Interpretazioni che poco hanno da spartire con la lunga millenaria tradizione musulmana e con i suoi fondamenti. Che, se diversamente commentati, sostengono soluzioni diametralmente opposte a quelle prospettate dal radicalismo islamista: ragione per la quale bisogna stare attenti anche a connotare tali derive interpretative come fondamentalistiche. Il che, tuttavia, non ne ridimensiona l’importanza, soprattutto se lette alla luce dell’efficienza della macchina terroristica, la sua mortale e imprevedibile pericolosità. Sebbene con letture grossolane e rudimentali, negli ambienti del radicalismo islamista la religione, o meglio la sua strumentalizzazione, agisce come una ‘coperta’: viscidamente sfruttata da abili mandanti e organizzatori, essa s’insinua nella mente degli attentatori avvolgendo e dissimulando tutte le altre motivazioni. In questo modo l’elemento religioso alimenta un’incontenibile determinazione nell’attuare i piani mortali. Al punto che, rispetto a questi piani e come sovente accade negli ambienti sovversivi di siffatta natura, il primo presupposto a essere dato per scontato e messo in conto dal terrorista è la perdita della propria vita: una morte ricercata, voluta e, a volte, felicemente invocata in vista della ricompensa divina.

A ciò si aggiunge un’altra considerazione, non meno inquietante di quelle sommariamente esposte fino a ora.

Nella logica rozza ed elementare del terrorista le interpretazioni radicalizzanti dei precetti religiosi hanno il grande merito di creare dal nulla una platea sterminata d’infedeli che, ai suoi occhi, si trasformano con impressionante immediatezza in potenziali nemici, facili da colpire ed eliminare. Il che spiega perché la lotta al terrorismo islamista risulta spesso asimmetrica. In spregio alla dignità dell’uomo e sebbene minoritari, i terroristi non hanno nessun timore di morire in battaglia. Anzi, considerano e usano i propri corpi come insuperabili strumenti di morte contro la vita, la dignità e i diritti inviolabili di milioni di persone umane: ciò che, al contrario, la cultura giuridica occidentale e i principi basilari delle democrazie costituzionali valutano come beni supremi, da tutelare e difendere sopra ogni cosa.

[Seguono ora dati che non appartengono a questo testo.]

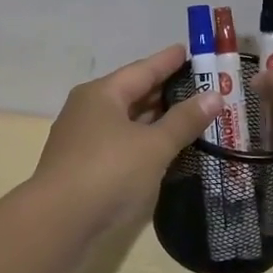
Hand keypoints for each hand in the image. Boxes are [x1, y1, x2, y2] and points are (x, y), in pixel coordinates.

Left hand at [31, 44, 223, 234]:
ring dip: (153, 118)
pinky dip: (141, 141)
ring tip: (185, 114)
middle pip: (131, 93)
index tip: (188, 51)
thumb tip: (214, 95)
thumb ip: (184, 121)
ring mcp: (81, 139)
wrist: (58, 221)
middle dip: (163, 90)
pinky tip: (159, 148)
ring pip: (124, 120)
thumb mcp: (154, 145)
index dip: (167, 61)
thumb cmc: (109, 172)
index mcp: (102, 94)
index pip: (142, 70)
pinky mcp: (81, 166)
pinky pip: (119, 142)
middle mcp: (87, 109)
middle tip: (197, 85)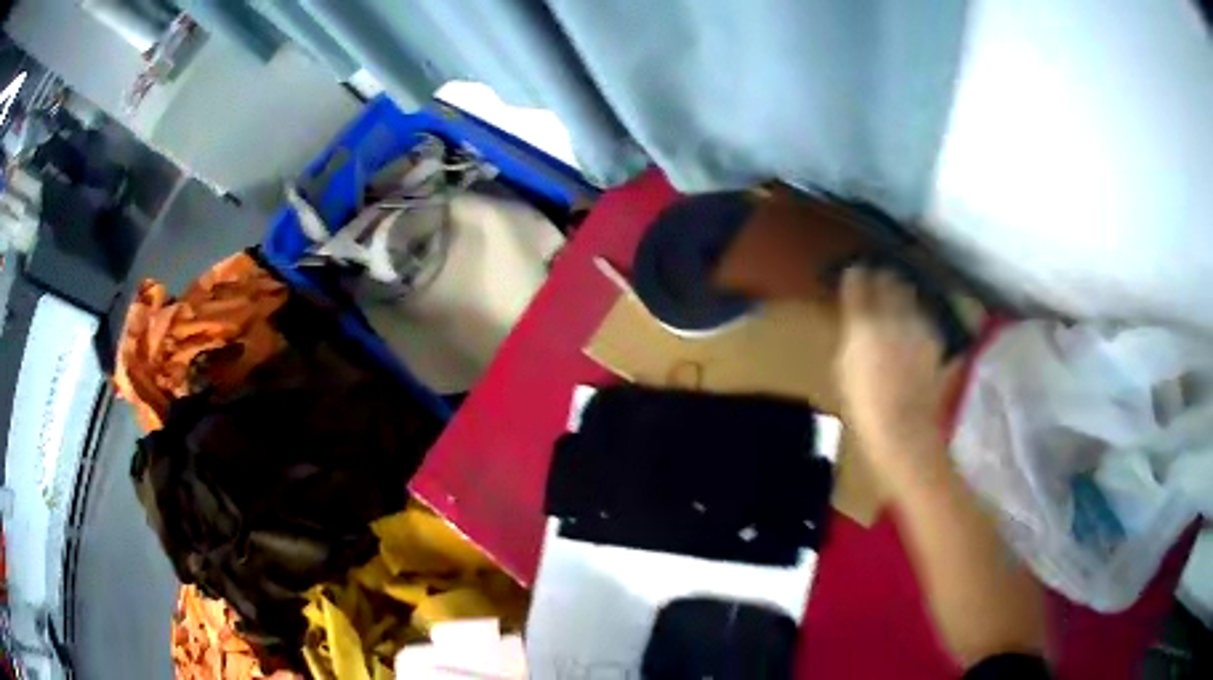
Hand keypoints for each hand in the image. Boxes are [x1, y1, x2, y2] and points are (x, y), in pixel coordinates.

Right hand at [835, 266, 956, 477]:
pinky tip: (912, 331)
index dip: (854, 276)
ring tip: (895, 305)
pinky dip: (916, 318)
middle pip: (889, 279)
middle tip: (875, 284)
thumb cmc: (863, 405)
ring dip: (901, 295)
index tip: (852, 275)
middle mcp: (894, 314)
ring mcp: (918, 325)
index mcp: (864, 321)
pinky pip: (923, 317)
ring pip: (910, 295)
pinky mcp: (935, 339)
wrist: (904, 429)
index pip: (858, 280)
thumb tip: (855, 319)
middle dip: (882, 279)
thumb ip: (851, 333)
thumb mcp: (843, 367)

Come però si accennava, questo spiega anche la situazione estremamente difficile in cui si ritrovano le istituzioni e i poteri statali che, di fronte a un’emergenza tanto sfuggente e indefinibile quanto pericolosa e sconvolgente, cercano di intervenire in vario modo. Compreso quello di incentivare la produzione di atti legislativi che, seppur generici nella loro formulazione (o forse proprio per questo), influiscono pesantemente sull’ordinario funzionamento della legalità costituzionale e sul relativo corredo di principi. A cominciare da quelli afferenti alla libertà religiosa e alla laicità dello Stato che, per restare all’accezione della giurisprudenza della Consulta italiana, implica la tutela dei diritti inviolabili dell’uomo, il divieto di discriminatorie distinzioni in ragione dell’appartenenza a una religione, l’eguale libertà di tutte le confessioni nonché il diritto di professare la propria fede e di farne eventualmente propaganda.

Sotto la minaccia terroristica, la tutela di questi beni rischia in altre parole di essere continuamente scompaginata da situazioni e regole eccezionali che, per questa via, tendono a (con)fondersi con quelle ordinarie rendendo piuttosto ardua la distinzione delle une dalle altre. Con tutto quello che ciò comporta per il lavoro dei giusdicenti, sempre più spesso chiamati ad applicare fattispecie alquanto generiche e indefinite per fenomeni altamente lesivi e altrettanto indecifrabili. E, come se non bastasse, lo scenario è ulteriormente complicato da posizioni che, talvolta con intenti propagandistici, alimentano una emplicistica (con)fusione fra terrorismo e Islam. Un’idea questa che, con variazioni più o meno evidenti, si è affermata all’interno di porzioni importanti di popolazione occidentale, condizionando non di rado l’attività di istituzioni e poteri pubblici.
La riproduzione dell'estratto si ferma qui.